§ **Exercise prompt**:
Wherever the string "node" occurs in a line of these records, report that line.
⁂
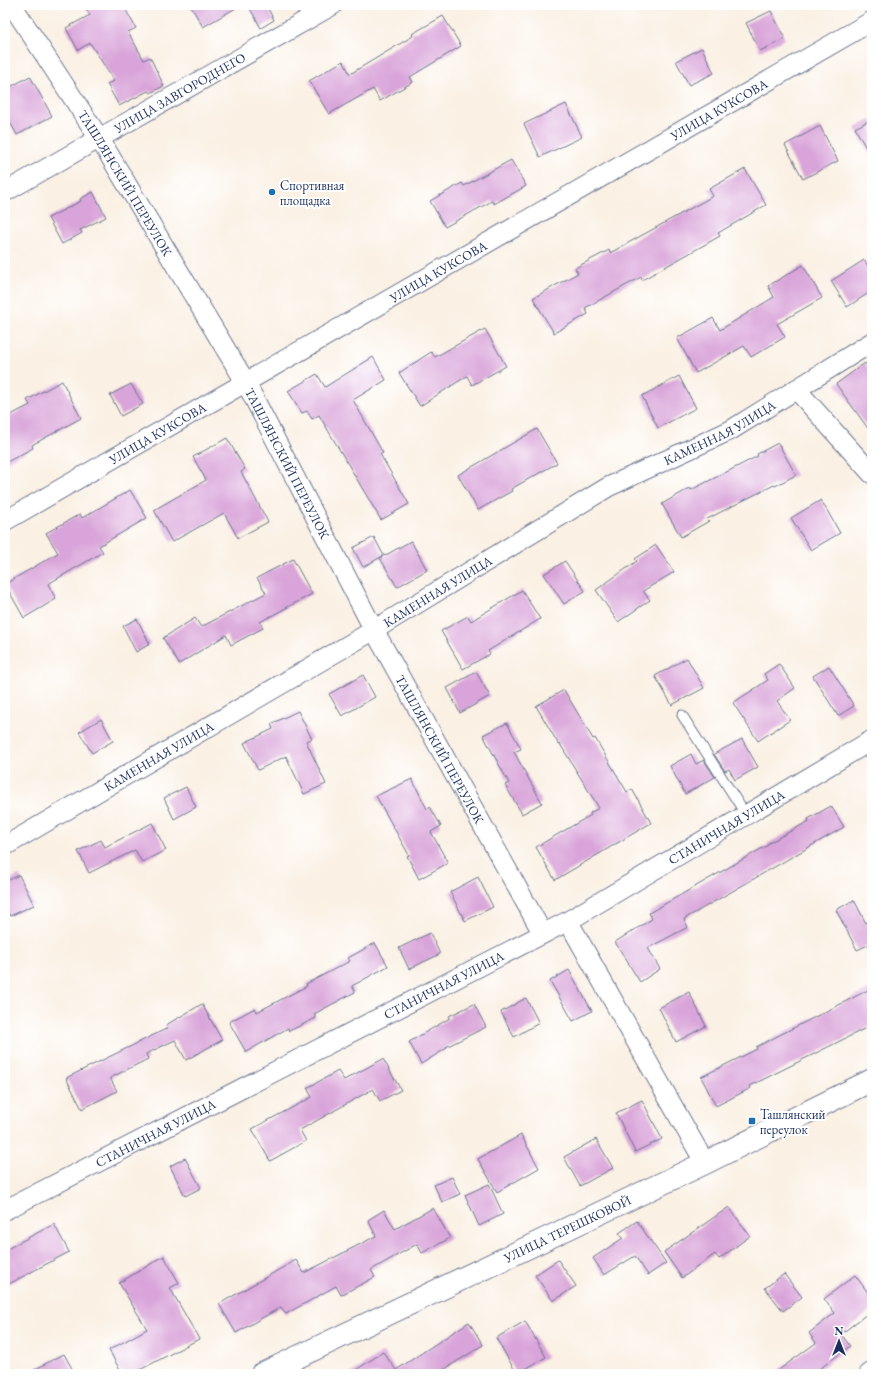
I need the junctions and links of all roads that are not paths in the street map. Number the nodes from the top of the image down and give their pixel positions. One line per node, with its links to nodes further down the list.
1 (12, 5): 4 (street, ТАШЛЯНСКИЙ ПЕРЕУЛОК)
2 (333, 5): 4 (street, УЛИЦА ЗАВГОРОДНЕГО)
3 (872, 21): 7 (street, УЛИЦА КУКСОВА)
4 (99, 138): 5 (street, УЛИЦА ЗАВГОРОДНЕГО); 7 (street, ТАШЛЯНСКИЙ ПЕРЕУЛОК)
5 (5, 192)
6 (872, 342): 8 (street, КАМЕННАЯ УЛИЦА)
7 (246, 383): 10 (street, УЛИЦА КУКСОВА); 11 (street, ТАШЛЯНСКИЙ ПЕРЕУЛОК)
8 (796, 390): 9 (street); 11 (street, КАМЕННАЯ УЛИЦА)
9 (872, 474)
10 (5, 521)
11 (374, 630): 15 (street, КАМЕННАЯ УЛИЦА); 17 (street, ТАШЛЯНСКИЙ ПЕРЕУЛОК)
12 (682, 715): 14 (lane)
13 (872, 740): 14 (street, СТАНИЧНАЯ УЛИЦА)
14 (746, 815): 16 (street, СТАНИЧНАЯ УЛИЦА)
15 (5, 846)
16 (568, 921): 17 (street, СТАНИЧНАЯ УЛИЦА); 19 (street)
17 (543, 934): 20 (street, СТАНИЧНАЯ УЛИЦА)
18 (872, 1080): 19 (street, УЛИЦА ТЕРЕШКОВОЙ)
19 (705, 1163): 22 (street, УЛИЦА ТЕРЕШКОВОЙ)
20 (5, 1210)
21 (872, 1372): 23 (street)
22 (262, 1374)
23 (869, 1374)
⁂
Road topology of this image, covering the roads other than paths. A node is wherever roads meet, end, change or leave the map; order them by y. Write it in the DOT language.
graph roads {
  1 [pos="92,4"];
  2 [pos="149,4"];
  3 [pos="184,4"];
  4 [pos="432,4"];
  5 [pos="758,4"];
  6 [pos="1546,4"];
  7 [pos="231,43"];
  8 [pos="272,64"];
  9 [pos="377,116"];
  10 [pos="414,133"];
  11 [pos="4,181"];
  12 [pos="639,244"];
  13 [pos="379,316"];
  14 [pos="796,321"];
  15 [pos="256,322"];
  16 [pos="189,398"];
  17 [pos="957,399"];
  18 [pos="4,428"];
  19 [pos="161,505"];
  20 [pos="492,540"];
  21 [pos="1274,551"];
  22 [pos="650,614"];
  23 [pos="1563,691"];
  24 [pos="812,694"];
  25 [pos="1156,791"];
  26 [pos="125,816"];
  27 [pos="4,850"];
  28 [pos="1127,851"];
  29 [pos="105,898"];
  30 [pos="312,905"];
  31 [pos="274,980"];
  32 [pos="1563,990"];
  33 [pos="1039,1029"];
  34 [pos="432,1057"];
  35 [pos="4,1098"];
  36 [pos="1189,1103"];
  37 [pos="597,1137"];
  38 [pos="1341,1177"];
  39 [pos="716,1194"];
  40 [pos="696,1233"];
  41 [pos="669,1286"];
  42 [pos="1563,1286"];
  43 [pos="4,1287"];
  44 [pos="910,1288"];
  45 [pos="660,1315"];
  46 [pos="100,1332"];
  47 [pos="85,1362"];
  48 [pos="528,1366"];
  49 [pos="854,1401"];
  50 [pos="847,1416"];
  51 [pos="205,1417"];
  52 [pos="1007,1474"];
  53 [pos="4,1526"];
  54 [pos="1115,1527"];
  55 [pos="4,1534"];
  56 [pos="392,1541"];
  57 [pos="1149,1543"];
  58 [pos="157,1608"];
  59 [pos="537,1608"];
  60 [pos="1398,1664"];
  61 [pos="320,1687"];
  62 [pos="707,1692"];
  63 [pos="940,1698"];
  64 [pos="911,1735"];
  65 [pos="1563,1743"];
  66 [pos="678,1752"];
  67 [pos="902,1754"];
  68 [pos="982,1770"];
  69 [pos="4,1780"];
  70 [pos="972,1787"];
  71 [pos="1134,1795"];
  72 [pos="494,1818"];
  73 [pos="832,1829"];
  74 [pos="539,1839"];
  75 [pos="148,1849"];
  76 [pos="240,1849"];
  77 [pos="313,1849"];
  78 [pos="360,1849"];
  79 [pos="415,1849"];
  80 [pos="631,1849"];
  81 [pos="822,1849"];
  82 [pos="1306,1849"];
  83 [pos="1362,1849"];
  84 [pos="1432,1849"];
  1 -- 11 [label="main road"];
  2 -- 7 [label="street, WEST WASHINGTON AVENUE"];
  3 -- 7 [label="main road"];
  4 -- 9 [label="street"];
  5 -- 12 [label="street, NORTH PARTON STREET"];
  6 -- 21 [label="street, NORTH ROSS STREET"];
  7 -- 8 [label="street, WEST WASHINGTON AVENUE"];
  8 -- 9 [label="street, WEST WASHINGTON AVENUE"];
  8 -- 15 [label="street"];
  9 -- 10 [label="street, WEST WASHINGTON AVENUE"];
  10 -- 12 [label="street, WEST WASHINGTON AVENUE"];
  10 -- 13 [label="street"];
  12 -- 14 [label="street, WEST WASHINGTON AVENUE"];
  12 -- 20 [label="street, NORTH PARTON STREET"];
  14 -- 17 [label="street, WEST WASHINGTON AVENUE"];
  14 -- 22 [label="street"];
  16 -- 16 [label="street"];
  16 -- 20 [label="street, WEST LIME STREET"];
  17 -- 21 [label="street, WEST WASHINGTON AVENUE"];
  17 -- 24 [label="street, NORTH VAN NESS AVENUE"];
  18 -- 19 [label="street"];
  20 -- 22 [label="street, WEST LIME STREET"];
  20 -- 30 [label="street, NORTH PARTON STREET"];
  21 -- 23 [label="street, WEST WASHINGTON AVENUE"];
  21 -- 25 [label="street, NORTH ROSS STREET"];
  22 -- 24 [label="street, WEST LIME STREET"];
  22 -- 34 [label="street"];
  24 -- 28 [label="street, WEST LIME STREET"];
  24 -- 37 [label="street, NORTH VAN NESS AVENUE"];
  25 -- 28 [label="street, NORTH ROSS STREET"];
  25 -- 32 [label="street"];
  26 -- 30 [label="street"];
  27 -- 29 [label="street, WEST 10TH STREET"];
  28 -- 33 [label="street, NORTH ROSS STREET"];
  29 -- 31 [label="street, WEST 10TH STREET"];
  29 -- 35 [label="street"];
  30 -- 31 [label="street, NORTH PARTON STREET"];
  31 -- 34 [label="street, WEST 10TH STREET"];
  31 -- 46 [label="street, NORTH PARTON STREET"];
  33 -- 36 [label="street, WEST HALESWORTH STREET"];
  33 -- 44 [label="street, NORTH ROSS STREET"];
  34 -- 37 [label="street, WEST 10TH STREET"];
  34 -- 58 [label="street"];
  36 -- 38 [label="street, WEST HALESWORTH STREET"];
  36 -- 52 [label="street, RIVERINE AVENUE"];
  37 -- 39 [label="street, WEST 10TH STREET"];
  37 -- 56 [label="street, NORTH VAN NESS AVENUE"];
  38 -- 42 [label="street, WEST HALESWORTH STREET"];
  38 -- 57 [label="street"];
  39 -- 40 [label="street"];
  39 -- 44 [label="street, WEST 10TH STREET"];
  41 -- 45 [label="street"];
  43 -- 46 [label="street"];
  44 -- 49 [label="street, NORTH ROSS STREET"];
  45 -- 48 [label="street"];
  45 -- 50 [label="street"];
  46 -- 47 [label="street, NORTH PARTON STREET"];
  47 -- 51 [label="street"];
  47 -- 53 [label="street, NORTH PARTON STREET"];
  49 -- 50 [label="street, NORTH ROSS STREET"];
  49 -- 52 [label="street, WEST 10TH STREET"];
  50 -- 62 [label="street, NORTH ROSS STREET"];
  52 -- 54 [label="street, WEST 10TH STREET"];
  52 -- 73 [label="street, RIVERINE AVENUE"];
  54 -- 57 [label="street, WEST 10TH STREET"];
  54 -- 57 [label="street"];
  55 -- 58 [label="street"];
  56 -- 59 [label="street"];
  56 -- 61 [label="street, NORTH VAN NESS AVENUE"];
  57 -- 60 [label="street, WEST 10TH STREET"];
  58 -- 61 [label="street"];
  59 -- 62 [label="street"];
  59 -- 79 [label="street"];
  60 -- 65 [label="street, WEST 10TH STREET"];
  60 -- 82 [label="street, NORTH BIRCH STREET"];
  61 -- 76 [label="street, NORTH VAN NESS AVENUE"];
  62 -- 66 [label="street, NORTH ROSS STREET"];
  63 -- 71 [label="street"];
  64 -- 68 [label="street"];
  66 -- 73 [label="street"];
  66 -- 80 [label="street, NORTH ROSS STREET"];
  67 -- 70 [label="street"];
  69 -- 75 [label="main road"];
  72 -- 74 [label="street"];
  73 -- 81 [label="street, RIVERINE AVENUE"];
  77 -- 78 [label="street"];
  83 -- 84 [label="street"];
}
⁂
§ **Reply**:
I need the junctions and links of all roads that are not paths in the street map. Number the nodes from the top of the image down and give their pixel positions. One line per node, with its links to nodes further down the list.
Road topology of this image, covering the roads other than paths. A node is wherever roads meet, end, change or leave the map; order them by y. Write it in the DOT language.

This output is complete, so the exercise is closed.